Stored data entries:
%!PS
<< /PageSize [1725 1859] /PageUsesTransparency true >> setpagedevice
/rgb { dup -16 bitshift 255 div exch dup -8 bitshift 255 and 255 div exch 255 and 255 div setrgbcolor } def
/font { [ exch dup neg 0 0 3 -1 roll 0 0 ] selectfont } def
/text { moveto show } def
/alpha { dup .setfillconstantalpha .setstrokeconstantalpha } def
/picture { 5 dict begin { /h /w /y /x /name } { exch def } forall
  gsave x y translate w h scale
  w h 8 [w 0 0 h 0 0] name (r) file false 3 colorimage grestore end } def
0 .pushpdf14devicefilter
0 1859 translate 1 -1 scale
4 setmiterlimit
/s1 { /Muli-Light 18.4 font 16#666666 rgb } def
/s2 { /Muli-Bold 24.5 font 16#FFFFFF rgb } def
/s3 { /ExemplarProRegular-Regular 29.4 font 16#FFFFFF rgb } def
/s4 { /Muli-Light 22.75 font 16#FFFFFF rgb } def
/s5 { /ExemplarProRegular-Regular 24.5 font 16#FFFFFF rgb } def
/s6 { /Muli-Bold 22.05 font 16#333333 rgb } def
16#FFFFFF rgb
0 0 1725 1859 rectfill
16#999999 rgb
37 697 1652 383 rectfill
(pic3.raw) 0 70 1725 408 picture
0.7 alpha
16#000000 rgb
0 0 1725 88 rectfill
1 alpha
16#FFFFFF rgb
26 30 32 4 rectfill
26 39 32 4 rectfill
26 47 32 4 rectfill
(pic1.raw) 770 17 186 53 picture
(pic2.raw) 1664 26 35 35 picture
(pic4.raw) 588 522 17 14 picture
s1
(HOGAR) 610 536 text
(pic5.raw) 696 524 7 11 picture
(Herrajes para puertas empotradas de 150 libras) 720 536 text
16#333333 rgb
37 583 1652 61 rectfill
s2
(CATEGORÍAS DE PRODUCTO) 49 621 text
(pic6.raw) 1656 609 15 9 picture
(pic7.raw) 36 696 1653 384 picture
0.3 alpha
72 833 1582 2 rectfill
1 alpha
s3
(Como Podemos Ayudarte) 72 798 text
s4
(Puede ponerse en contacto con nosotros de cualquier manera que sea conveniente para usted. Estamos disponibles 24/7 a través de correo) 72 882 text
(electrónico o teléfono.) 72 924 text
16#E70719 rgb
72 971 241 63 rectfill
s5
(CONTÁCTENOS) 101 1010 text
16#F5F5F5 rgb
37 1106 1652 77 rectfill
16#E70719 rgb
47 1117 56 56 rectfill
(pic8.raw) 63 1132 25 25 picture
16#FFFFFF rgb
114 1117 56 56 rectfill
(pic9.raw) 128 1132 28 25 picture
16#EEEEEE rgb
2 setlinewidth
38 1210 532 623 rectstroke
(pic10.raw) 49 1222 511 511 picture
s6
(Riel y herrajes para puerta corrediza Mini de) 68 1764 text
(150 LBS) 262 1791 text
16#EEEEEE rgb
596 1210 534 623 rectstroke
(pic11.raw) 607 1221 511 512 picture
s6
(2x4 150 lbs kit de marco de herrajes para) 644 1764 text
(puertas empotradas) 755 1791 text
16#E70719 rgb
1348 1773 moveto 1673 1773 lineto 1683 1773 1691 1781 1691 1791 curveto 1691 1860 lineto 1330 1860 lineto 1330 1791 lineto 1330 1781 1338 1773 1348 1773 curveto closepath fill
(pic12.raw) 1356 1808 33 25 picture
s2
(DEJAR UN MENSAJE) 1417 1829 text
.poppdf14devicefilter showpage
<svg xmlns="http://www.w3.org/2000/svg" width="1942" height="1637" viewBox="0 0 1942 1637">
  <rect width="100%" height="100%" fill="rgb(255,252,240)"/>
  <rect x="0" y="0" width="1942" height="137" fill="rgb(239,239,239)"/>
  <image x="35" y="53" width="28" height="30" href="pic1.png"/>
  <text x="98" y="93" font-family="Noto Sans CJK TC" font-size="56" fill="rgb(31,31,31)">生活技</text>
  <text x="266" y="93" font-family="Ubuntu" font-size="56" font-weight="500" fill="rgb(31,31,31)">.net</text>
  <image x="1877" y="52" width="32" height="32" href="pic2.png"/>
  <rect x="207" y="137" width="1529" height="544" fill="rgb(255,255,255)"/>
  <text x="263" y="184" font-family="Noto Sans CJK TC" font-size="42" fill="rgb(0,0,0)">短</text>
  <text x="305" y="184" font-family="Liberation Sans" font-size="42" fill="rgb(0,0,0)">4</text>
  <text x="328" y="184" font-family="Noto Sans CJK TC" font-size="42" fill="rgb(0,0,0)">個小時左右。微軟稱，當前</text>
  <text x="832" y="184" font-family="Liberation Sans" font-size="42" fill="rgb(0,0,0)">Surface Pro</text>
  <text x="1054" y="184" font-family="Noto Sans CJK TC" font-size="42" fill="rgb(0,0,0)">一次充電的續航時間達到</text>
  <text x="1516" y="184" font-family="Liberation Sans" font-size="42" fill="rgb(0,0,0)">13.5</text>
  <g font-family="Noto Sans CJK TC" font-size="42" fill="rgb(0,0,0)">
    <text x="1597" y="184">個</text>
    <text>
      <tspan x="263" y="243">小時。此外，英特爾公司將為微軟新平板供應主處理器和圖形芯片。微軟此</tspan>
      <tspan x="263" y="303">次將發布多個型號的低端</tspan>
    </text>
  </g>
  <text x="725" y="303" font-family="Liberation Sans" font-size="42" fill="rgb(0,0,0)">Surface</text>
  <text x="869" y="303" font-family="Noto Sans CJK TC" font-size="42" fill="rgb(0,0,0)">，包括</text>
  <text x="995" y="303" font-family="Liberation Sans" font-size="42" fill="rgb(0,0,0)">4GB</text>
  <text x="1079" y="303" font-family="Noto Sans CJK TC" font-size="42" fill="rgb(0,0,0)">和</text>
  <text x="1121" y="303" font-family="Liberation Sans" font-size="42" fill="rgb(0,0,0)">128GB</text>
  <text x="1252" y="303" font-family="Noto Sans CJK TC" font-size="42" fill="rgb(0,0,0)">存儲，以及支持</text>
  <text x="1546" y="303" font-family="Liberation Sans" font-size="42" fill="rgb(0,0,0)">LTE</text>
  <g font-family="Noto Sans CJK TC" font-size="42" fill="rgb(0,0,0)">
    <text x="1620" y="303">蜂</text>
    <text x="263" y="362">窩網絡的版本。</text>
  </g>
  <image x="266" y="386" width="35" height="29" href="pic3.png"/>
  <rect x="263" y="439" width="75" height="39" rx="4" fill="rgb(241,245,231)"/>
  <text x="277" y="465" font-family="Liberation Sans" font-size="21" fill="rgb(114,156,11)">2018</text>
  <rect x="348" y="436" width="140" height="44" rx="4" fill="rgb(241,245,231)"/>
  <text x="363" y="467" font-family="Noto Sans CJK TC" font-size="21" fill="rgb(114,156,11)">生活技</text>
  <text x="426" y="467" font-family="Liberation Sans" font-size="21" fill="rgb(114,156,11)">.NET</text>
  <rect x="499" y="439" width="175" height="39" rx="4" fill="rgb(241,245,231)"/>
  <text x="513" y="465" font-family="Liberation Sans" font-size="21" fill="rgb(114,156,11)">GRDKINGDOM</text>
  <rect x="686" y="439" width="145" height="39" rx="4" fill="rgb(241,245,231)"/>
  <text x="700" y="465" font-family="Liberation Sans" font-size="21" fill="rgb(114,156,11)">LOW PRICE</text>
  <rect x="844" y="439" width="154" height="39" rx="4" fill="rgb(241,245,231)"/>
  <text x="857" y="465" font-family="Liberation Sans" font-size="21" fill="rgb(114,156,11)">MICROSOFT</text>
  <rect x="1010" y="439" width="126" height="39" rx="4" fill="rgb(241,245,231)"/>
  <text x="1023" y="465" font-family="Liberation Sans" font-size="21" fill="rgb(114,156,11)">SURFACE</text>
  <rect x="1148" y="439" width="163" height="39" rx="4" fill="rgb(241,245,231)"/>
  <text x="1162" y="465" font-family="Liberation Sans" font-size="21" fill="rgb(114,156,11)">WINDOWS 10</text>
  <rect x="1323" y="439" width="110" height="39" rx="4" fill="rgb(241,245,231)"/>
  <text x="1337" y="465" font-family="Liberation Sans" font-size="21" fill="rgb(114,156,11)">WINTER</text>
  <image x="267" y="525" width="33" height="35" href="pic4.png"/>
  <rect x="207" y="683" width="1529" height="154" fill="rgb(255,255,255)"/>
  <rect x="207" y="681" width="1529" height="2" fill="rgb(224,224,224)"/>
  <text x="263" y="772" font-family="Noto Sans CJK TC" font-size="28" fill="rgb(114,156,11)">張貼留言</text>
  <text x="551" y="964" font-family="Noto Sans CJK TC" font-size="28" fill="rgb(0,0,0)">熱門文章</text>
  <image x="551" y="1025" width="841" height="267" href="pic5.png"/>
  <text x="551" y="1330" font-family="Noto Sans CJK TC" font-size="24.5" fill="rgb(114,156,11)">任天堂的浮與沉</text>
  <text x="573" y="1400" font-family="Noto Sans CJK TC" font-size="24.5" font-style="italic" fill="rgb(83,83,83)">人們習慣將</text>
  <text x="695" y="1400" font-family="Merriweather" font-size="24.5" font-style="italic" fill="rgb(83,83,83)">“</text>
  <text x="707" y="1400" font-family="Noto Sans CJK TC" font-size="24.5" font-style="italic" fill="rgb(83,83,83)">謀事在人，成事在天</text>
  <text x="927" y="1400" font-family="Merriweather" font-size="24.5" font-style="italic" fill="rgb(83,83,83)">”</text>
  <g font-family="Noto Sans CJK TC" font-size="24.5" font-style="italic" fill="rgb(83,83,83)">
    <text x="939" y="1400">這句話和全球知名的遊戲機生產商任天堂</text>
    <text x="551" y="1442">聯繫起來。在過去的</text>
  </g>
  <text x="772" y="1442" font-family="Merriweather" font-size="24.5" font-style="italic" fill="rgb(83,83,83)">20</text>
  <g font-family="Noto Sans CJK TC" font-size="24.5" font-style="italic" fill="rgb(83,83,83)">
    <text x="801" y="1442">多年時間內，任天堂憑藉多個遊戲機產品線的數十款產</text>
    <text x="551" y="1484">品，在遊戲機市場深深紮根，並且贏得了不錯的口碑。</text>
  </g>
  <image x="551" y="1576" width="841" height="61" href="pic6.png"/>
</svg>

■ Instructions to follow:
Transcribe the lines above between the line holding "(HOGAR) 610 536 text" and the line holding "(Puede ponerse en", inclusive, exactly as they stand and with nothing added.

■ Task answer:
(HOGAR) 610 536 text
(pic5.raw) 696 524 7 11 picture
(Herrajes para puertas empotradas de 150 libras) 720 536 text
16#333333 rgb
37 583 1652 61 rectfill
s2
(CATEGORÍAS DE PRODUCTO) 49 621 text
(pic6.raw) 1656 609 15 9 picture
(pic7.raw) 36 696 1653 384 picture
0.3 alpha
72 833 1582 2 rectfill
1 alpha
s3
(Como Podemos Ayudarte) 72 798 text
s4
(Puede ponerse en contacto con nosotros de cualquier manera que sea conveniente para usted. Estamos disponibles 24/7 a través de correo) 72 882 text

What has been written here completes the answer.